The previous issue of this magazine presented the activities of the Tolomeo Museum; this article offers an investigation of the concept of space with regard to Augusto Romagnoli and his teachings. His method for teaching the blind focuses, more than on technical training, on the person, everyday life, movement, and collaboration. In this perspective, space isn’t a neutral scene, but an environment of life and time in which bodies form, navigate, and build their personal reality.

Romagnoli systematically studied movement, sensory-perceptive coordination, and the imagination and character of blind children in order to create a specific teaching method. Likewise, investigating space means observing how the body inhabits it: how it stops, seeks support, listens to an echo, senses differences in temperature, sounds, and textures. Designing a space means considering seriously the viewpoint of people who live in it: there is no “neutral” space, but always a space for someone. This has generated the idea of space as a relational field, i.e., a space that exists only because of the relationships that take place in it. Reality is not given once and for all, but is created from the encounter between sensory experiences and the subject who senses them: a process very similar to the teaching method described by Romagnoli or by Montessori, in which experience comes before meaning.

A key element of Romagnoli’s method is teaching the body in space: motor exercises, navigation, play, and exploration are tools for “conquering” the ear. Spatial reality is built in the exploring body, and goes beyond maps or drawings.

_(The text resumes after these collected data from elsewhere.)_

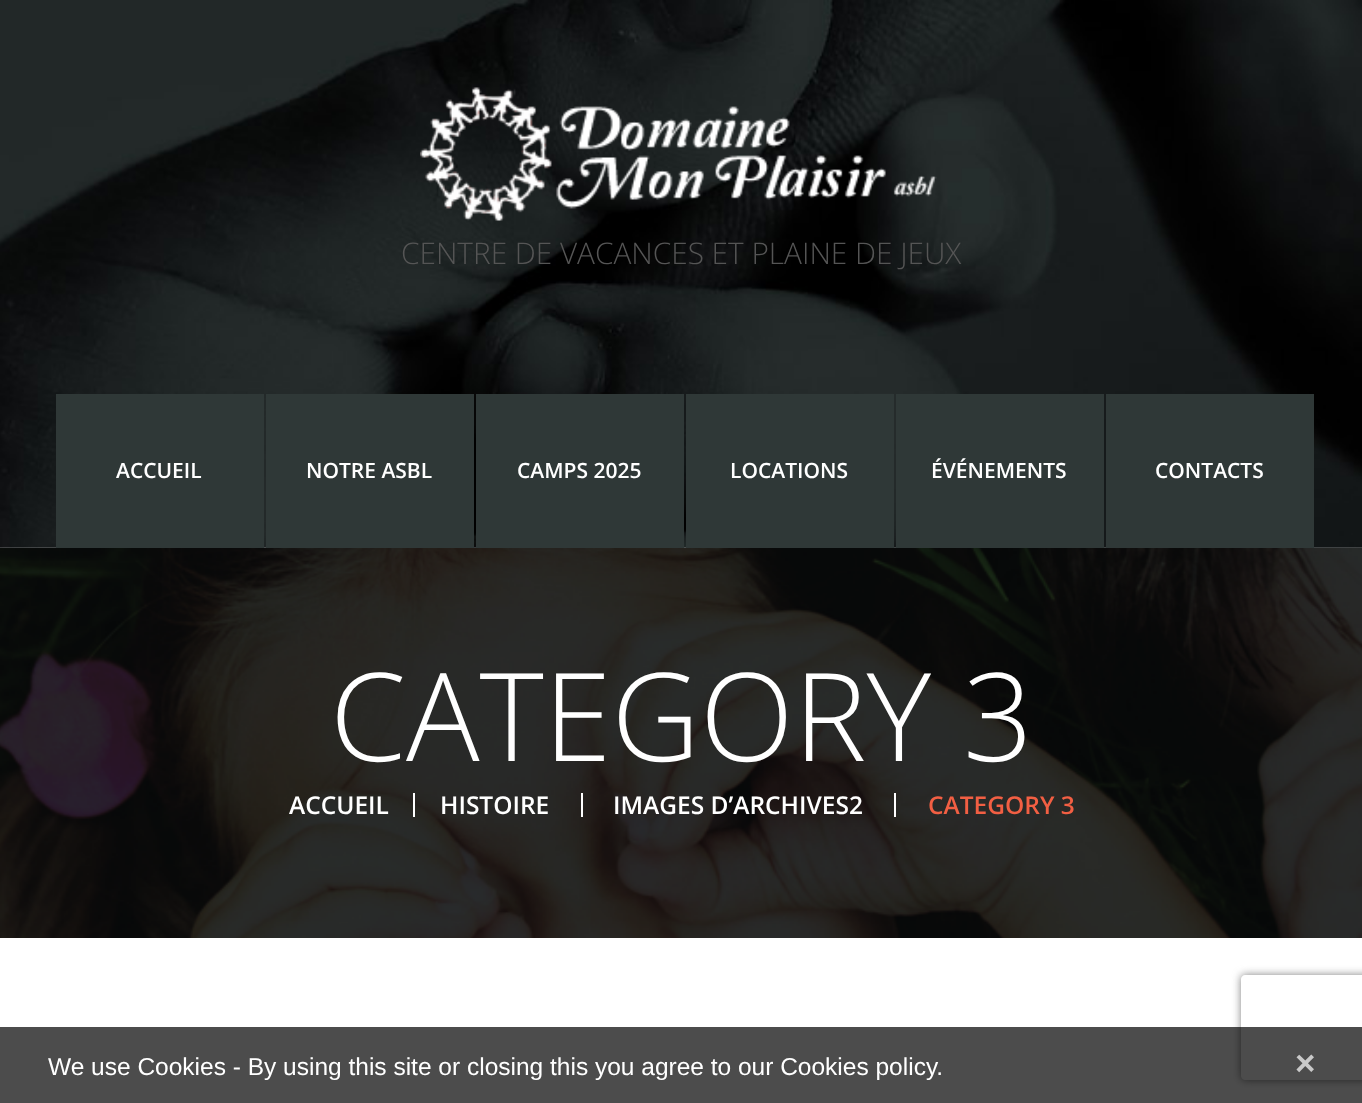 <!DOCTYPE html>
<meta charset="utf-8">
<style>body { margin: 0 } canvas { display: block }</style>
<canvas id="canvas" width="1362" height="1103"></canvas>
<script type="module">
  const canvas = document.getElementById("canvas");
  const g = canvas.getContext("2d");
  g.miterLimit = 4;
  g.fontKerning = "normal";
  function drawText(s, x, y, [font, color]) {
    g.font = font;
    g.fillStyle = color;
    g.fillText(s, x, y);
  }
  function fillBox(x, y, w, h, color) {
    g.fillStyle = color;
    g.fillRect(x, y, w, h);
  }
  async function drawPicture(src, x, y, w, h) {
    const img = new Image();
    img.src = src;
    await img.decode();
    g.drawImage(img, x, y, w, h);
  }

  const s1 = ["300 29.75px Open Sans", "#555555"];
  const s2 = ["600 21px Open Sans", "#FFFFFF"];
  const s3 = ["300 122.5px Open Sans", "#FFFFFF"];
  const s4 = ["600 24.5px Open Sans", "#FFFFFF"];
  const s5 = ["600 24.5px Open Sans", "#F25F43"];
  const s6 = ["24.5px Liberation Sans", "#FFFFFF"];
  const s7 = ["bold 35px Liberation Sans", "#C9C9C9"];

  fillBox(0, 0, 1362, 1103, "#FFFFFF");
  await drawPicture("pic3.png", 0, 547, 1362, 391);
  await drawPicture("pic1.png", 0, 0, 1362, 548);
  await drawPicture("pic2.png", 420, 87, 517, 134);
  drawText("CENTRE DE VACANCES ET PLAINE DE JEUX", 401, 264, s1);
  fillBox(56, 394, 208, 154, "#2F3837");
  drawText("ACCUEIL", 116, 478, s2);
  fillBox(266, 394, 208, 154, "#2F3837");
  drawText("NOTRE ASBL", 306, 478, s2);
  fillBox(476, 394, 208, 154, "#2F3837");
  drawText("CAMPS 2025", 517, 478, s2);
  fillBox(686, 394, 208, 154, "#2F3837");
  drawText("LOCATIONS", 730, 478, s2);
  fillBox(896, 394, 208, 154, "#2F3837");
  drawText("ÉVÉNEMENTS", 931, 478, s2);
  fillBox(1106, 394, 208, 154, "#2F3837");
  drawText("CONTACTS", 1155, 478, s2);
  drawText("CATEGORY 3", 330, 761, s3);
  drawText("ACCUEIL", 289, 814, s4);
  fillBox(413, 793, 2, 24, "#FFFFFF");
  drawText("HISTOIRE", 440, 814, s4);
  fillBox(581, 793, 2, 24, "#FFFFFF");
  drawText("IMAGES D’ARCHIVES2", 613, 814, s4);
  fillBox(894, 793, 2, 24, "#FFFFFF");
  drawText("CATEGORY 3", 928, 814, s5);
  g.save();
  g.beginPath();
  g.moveTo(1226, 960);
  g.lineTo(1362, 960);
  g.lineTo(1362, 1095);
  g.lineTo(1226, 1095);
  g.closePath();
  g.moveTo(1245, 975);
  g.lineTo(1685, 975);
  g.bezierCurveTo(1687, 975, 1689, 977, 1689, 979);
  g.lineTo(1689, 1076);
  g.bezierCurveTo(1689, 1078, 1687, 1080, 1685, 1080);
  g.lineTo(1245, 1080);
  g.bezierCurveTo(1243, 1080, 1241, 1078, 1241, 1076);
  g.lineTo(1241, 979);
  g.bezierCurveTo(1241, 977, 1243, 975, 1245, 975);
  g.closePath();
  g.clip("evenodd");
  g.fillStyle = "#808080";
  g.filter = "blur(4.5px)";
  g.beginPath();
  g.roundRect(1241, 975, 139, 105, 4);
  g.fill();
  g.filter = "none";
  g.restore();
  fillBox(0, 1027, 1362, 76, "rgba(0, 0, 0, 0.7)");
  drawText("We use Cookies - By using this site or closing this you agree to our Cookies policy.", 48, 1075, s6);
  drawText("×", 1295, 1075, s7);
</script> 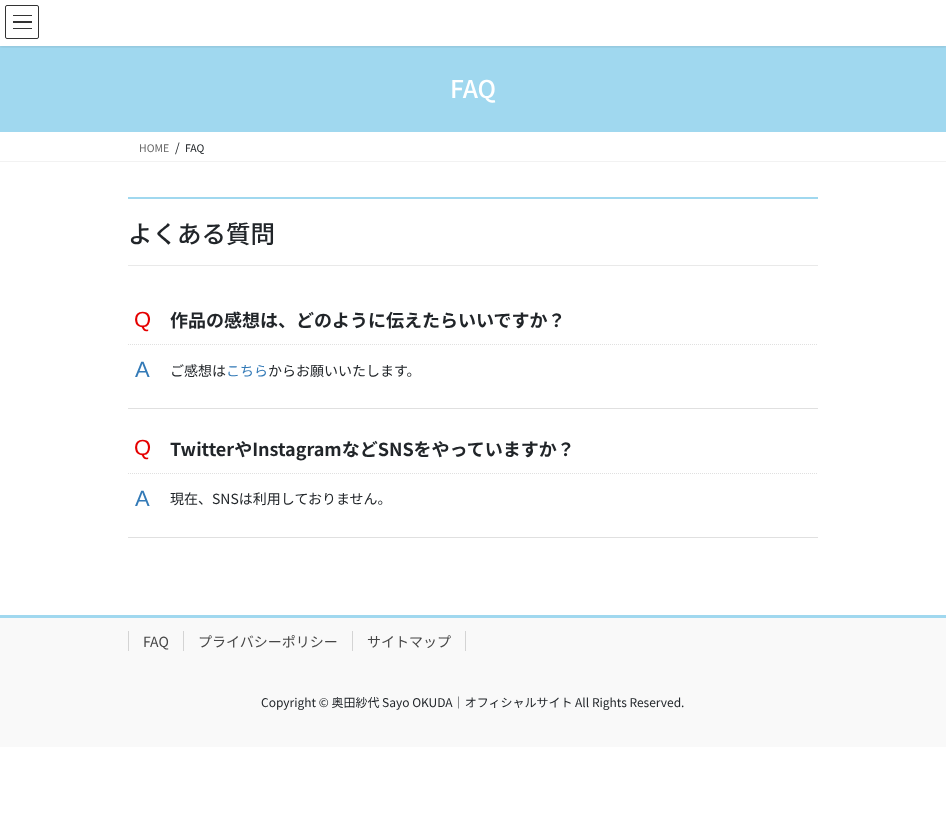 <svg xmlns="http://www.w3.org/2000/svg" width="946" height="821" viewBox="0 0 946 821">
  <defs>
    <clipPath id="clip1"><path d="M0 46h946v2H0z"/></clipPath>
  </defs>
  <rect width="100%" height="100%" fill="#fff"/>
  <path d="M0 46h946v86H0z" fill="#a0d8ef"/>
  <g clip-path="url(#clip1)">
    <path d="M0 1h946v46H0z" fill="#0000001a" filter="blur(1.5px)"/>
  </g>
  <path d="M13 15h19v1H13z" fill="#333"/>
  <path d="M13 21h19v2H13z" fill="#333"/>
  <path d="M13 28h19v1H13z" fill="#333"/>
  <rect x="5.5" y="5.5" width="33" height="33" rx="1.5" fill="none" stroke="#333"/>
  <path d="M0 161h946v1H0z" fill="#f2f2f2"/>
  <path d="M128 197h690v2H128z" fill="#a0d8ef"/>
  <path d="M128 265h690v1H128z" fill="#e9e9e9"/>
  <path d="M128 408h690v1H128z" fill="#e0e0e0"/>
  <path d="M128 344.5H818" fill="none" stroke="#e0e0e0" stroke-dasharray="1 1"/>
  <path d="M128 537h690v1H128z" fill="#e0e0e0"/>
  <path d="M128 473.5H818" fill="none" stroke="#e0e0e0" stroke-dasharray="1 1"/>
  <path d="M0 618h946v129H0z" fill="#f9f9f9"/>
  <path d="M0 615h946v3H0z" fill="#a0d8ef"/>
  <path d="M128 631h1v20H128z" fill="#d4d4d4"/>
  <path d="M183 631h1v20H183z" fill="#d4d4d4"/>
  <path d="M465 631h1v20H465z" fill="#d4d4d4"/>
  <path d="M352 631h1v20H352z" fill="#d4d4d4"/>
  <text x="450" y="98" font-family="Noto Sans JP" font-size="24.5" font-weight="500" fill="#fff">FAQ</text>
  <text x="139" y="152" font-family="Noto Sans JP" font-size="10.5" fill="#666">HOME</text>
  <text x="175" y="152" font-family="Noto Sans JP" font-size="12" fill="#212529">/</text>
  <text x="185" y="152" font-family="Noto Sans JP" font-size="10.5" fill="#212529">FAQ</text>
  <text x="128" y="243" font-family="Noto Sans JP" font-size="24.5" font-weight="500" fill="#212529">よくある質問</text>
  <text x="134" y="327" font-family="Liberation Sans" font-size="22" fill="#e50000">Q</text>
  <text x="170" y="327" font-family="Noto Sans JP" font-size="18" font-weight="bold" fill="#212529">作品の感想は、どのように伝えたらいいですか？</text>
  <text x="135" y="377" font-family="Liberation Sans" font-size="22" fill="#337ab7">A</text>
  <text x="170" y="376" font-family="Noto Sans JP" font-size="14" fill="#212529">ご感想は</text>
  <text x="226" y="376" font-family="Noto Sans JP" font-size="14" fill="#337ab7">こちら</text>
  <text x="268" y="376" font-family="Noto Sans JP" font-size="14" fill="#212529">からお願いいたします。</text>
  <text x="134" y="455" font-family="Liberation Sans" font-size="22" fill="#e50000">Q</text>
  <text x="170" y="456" font-family="Noto Sans JP" font-size="18" font-weight="bold" fill="#212529">TwitterやInstagramなどSNSをやっていますか？</text>
  <text x="135" y="506" font-family="Liberation Sans" font-size="22" fill="#337ab7">A</text>
  <text x="170" y="504" font-family="Noto Sans JP" font-size="14" fill="#212529">現在、SNSは利用しておりません。</text>
  <g font-family="Noto Sans JP" font-size="14" fill="#464646">
    <text x="143" y="647">FAQ</text>
    <text x="198" y="647">プライバシーポリシー</text>
    <text x="367" y="647">サイトマップ</text>
  </g>
  <text x="261" y="707" font-family="Noto Sans JP" font-size="12" fill="#212529">Copyright © 奥田紗代 Sayo OKUDA｜オフィシャルサイト All Rights Reserved.</text>
</svg> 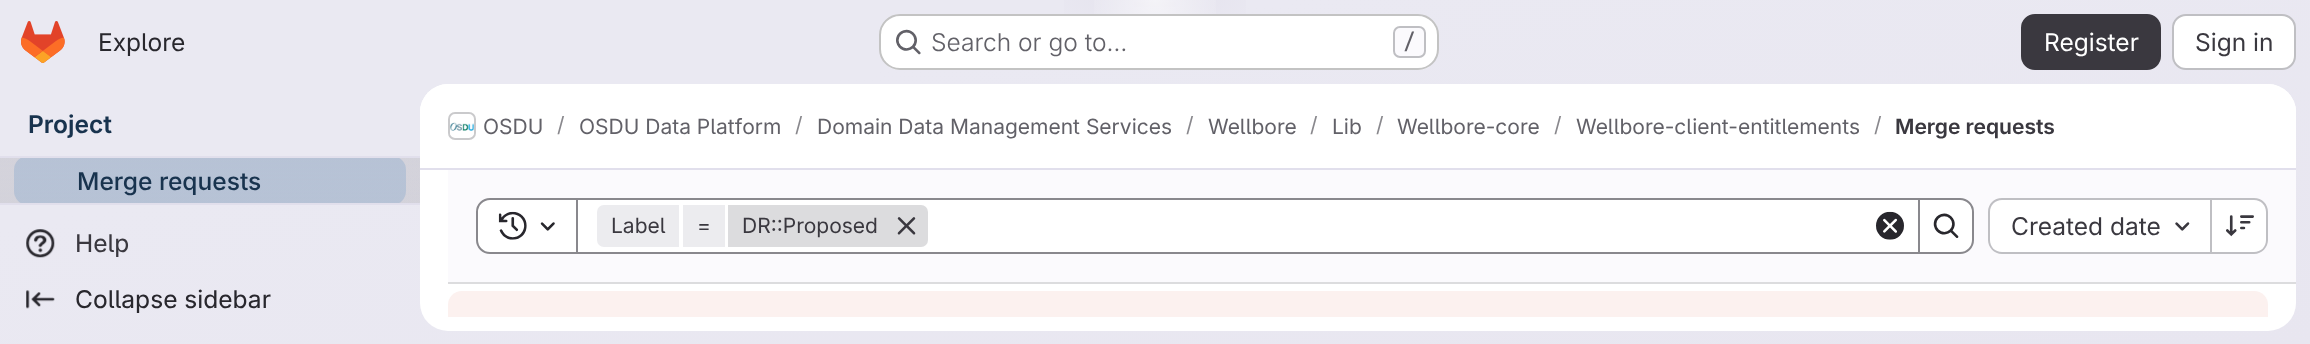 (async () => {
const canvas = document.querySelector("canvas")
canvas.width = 2310
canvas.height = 344
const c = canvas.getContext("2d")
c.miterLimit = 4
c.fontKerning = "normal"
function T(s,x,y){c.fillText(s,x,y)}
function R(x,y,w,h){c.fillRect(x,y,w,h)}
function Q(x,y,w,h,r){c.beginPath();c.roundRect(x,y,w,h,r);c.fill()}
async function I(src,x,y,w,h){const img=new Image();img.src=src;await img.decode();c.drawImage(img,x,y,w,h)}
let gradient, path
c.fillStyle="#fff"
R(0,0,2310,344)
gradient = c.createLinearGradient(1219,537,1091,-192)
gradient.addColorStop(0,"#e8e6f0")
gradient.addColorStop(.7,"#eae9f2")
c.fillStyle = gradient
R(0,0,2310,344)
gradient = c.createRadialGradient(1155,0,0,1155,0,1155)
gradient.addColorStop(0,"#e4e2ed")
gradient.addColorStop(.11,"#e4e2ed00")
c.fillStyle = gradient
c.beginPath()
c.rect(1064,0,182,14)
c.save()
c.clip()
c.scale(1,345 / 1155)
c.fillRect(0,0,2310,1152)
c.restore()
gradient = c.createRadialGradient(1155,0,0,1155,0,1155)
gradient.addColorStop(0,"#e4e2ec")
gradient.addColorStop(.08,"#e4e2ec00")
c.fillStyle = gradient
c.beginPath()
c.rect(1134,2,42,5)
c.save()
c.clip()
c.scale(1,345 / 1155)
c.fillRect(0,0,2310,1152)
c.restore()
gradient = c.createRadialGradient(1155,0,0,1155,0,1205)
gradient.addColorStop(0,"#ffffff99")
gradient.addColorStop(.06,"#ffffff00")
c.fillStyle = gradient
R(1094,0,122,14)
await I("1.png",21,21,44,42)
c.font="24.5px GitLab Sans"
c.fillStyle="#28272d"
T("Explore",98,51)
c.fillStyle="#fff"
Q(879,14,560,56,21)
c.beginPath()
c.roundRect(880,15,558,54,20)
c.strokeStyle="#0505063d"
c.lineWidth=2
c.stroke()
await I("2.png",896,29,25,26)
c.font="300 24.5px GitLab Sans"
c.fillStyle="#626168"
T("Search or go to…",931,51)
c.fillStyle="#fbfafd"
c.beginPath()
c.roundRect(1394,27,31,30,6)
c.fill()
c.strokeStyle="#bfbfc3"
c.stroke()
c.font="500 21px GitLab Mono"
c.fillStyle="#626168"
T("/",1403,49)
c.fillStyle="#3a383f"
c.beginPath()
c.roundRect(2022,15,138,54,13)
c.fill()
c.strokeStyle="#3a383f"
c.stroke()
c.font="24.5px GitLab Sans"
c.fillStyle="#fff"
T("Register",2044,51)
c.beginPath()
c.roundRect(2173,15,122,54,13)
c.fill()
c.strokeStyle="#bfbfc3"
c.stroke()
c.fillStyle="#3a383f"
T("Sign in",2195,51)
c.font="600 24.5px GitLab Sans"
c.fillStyle="#18334e"
T("Project",28,133)
c.fillStyle="#e1dfec"
R(0,156,420,2)
R(0,203,420,2)
c.save()
c.beginPath()
c.rect(0,158,420,45)
c.clip()
c.fillStyle="#cad7ec"
Q(14,156,392,49,14)
c.restore()
gradient = c.createLinearGradient(210,157,210,221)
gradient.addColorStop(0,"#05050614")
gradient.addColorStop(1,"#05050600")
c.fillStyle = gradient
R(0,158,420,45)
gradient = c.createLinearGradient(210,140,210,203)
gradient.addColorStop(0,"#05050600")
gradient.addColorStop(1,"#05050614")
c.fillStyle = gradient
R(0,158,420,45)
c.font="500 24.5px GitLab Sans"
c.fillStyle="#18334e"
T("Merge requests",77,190)
await I("3.png",26,229,29,29)
c.font="24.5px 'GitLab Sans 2'"
c.fillStyle="#3a383f"
T("Help",75,252)
await I("4.png",26,290,29,19)
c.fillStyle="#28272d"
T("Collapse sidebar",75,308)
c.fillStyle="#fff"
Q(420,84,1876,247,28)
c.beginPath()
c.roundRect(420,84,1876,86,[28,28,0,0])
c.fill()
c.fillStyle="#e1dfec"
R(420,168,1876,2)
c.beginPath()
c.roundRect(449,113,26,26,6)
c.strokeStyle="#dcdcde"
c.stroke()
await I("5.png",450,122,24,13)
c.beginPath()
c.roundRect(449,113,26,26,6)
c.strokeStyle="#05050614"
c.stroke()
c.font="21px GitLab Sans"
c.fillStyle="#626168"
T("OSDU",483,134)
c.fillStyle="#89888d"
T("/",557,132)
c.fillStyle="#626168"
T("OSDU Data Platform",579,134)
c.fillStyle="#89888d"
T("/",795,132)
c.fillStyle="#626168"
T("Domain Data Management Services",817,134)
c.fillStyle="#89888d"
T("/",1186,132)
c.fillStyle="#626168"
T("Wellbore",1208,134)
c.fillStyle="#89888d"
T("/",1310,132)
c.fillStyle="#626168"
T("Lib",1332,134)
c.fillStyle="#89888d"
T("/",1376,132)
c.fillStyle="#626168"
T("Wellbore-core",1397,134)
c.fillStyle="#89888d"
T("/",1554,132)
c.fillStyle="#626168"
T("Wellbore-client-entitlements",1576,134)
c.fillStyle="#89888d"
T("/",1874,132)
c.font="600 21px GitLab Sans"
c.fillStyle="#3a383f"
T("Merge requests",1895,134)
c.fillStyle="#fbfafd"
R(448,170,1848,112)
c.fillStyle="#dcdcde"
R(448,282,1848,2)
c.fillStyle="#fff"
c.beginPath()
c.rect(577,199,1342,54)
c.fill()
c.strokeStyle="#89888d"
c.stroke()
c.beginPath()
c.roundRect(477,199,100,54,[13,0,0,13])
c.fill()
c.stroke()
await I("6.png",498,211,29,29)
await I("7.png",540,222,15,9)
c.fillStyle="#ececef"
c.beginPath()
c.roundRect(597,205,82,42,[7,0,0,7])
c.fill()
c.font="21px GitLab Sans"
c.fillStyle="#3a383f"
T("Label",611,233)
c.fillStyle="#ececef"
R(683,205,42,42)
c.fillStyle="#3a383f"
T("=",697,233)
c.fillStyle="#dcdcde"
c.beginPath()
c.roundRect(728,205,200,42,[0,7,7,0])
c.fill()
c.fillStyle="#3a383f"
T("DR::Proposed",742,233)
await I("8.png",897,217,19,18)
await I("9.png",1876,211,28,29)
c.fillStyle="#fff"
c.beginPath()
c.roundRect(1919,199,54,54,[0,13,13,0])
c.fill()
c.stroke()
await I("10.png",1933,213,26,25)
c.beginPath()
c.roundRect(1990,200,220,52,[12,0,0,12])
c.fill()
c.fillStyle="#bfbfc3"
path = new Path2D("M2002 198h208v56h-208c-8 0-14-7-14-14v-28c0-8 6-14 14-14zm0 2h208v52h-208c-7 0-12-5-12-12v-28c0-7 5-12 12-12z")
c.fill(path,"evenodd")
c.font="24.5px GitLab Sans"
c.fillStyle="#3a383f"
T("Created date",2011,235)
await I("11.png",2175,222,15,9)
c.fillStyle="#fff"
c.beginPath()
c.roundRect(2212,200,54,52,[0,12,12,0])
c.fill()
c.fillStyle="#bfbfc3"
path = new Path2D("M2212 198h42c8 0 14 6 14 14v28c0 7-6 14-14 14h-42zm0 2h42c7 0 12 5 12 12v28c0 7-5 12-12 12h-42z")
c.fill(path,"evenodd")
R(2210,198,2,56)
await I("12.png",2226,215,28,22)
c.fillStyle="#fcf1ef"
c.beginPath()
c.roundRect(448,291,1820,26,[14,14,0,0])
c.fill()
})()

Both the Romagnoli method and the spatial approach focusing on experience share the same principle: self-reliance doesn’t derive from overstimulation or from control, but from an environment capable of meaningful relations. Romagnoli aims for a school that “is life” and “counts more on life than on school,” in which everyday situations are the true educational foundation. In the same way, we can design truly inhabitable spaces, in which every body – blind or sighted, child or adult – can move and generate their own personal reality and, at the same time, take part in a shared reality. Therefore, space is not just architecture: it’s an architecture of experience, an education to presence, to listening, and to freedom to navigate the world.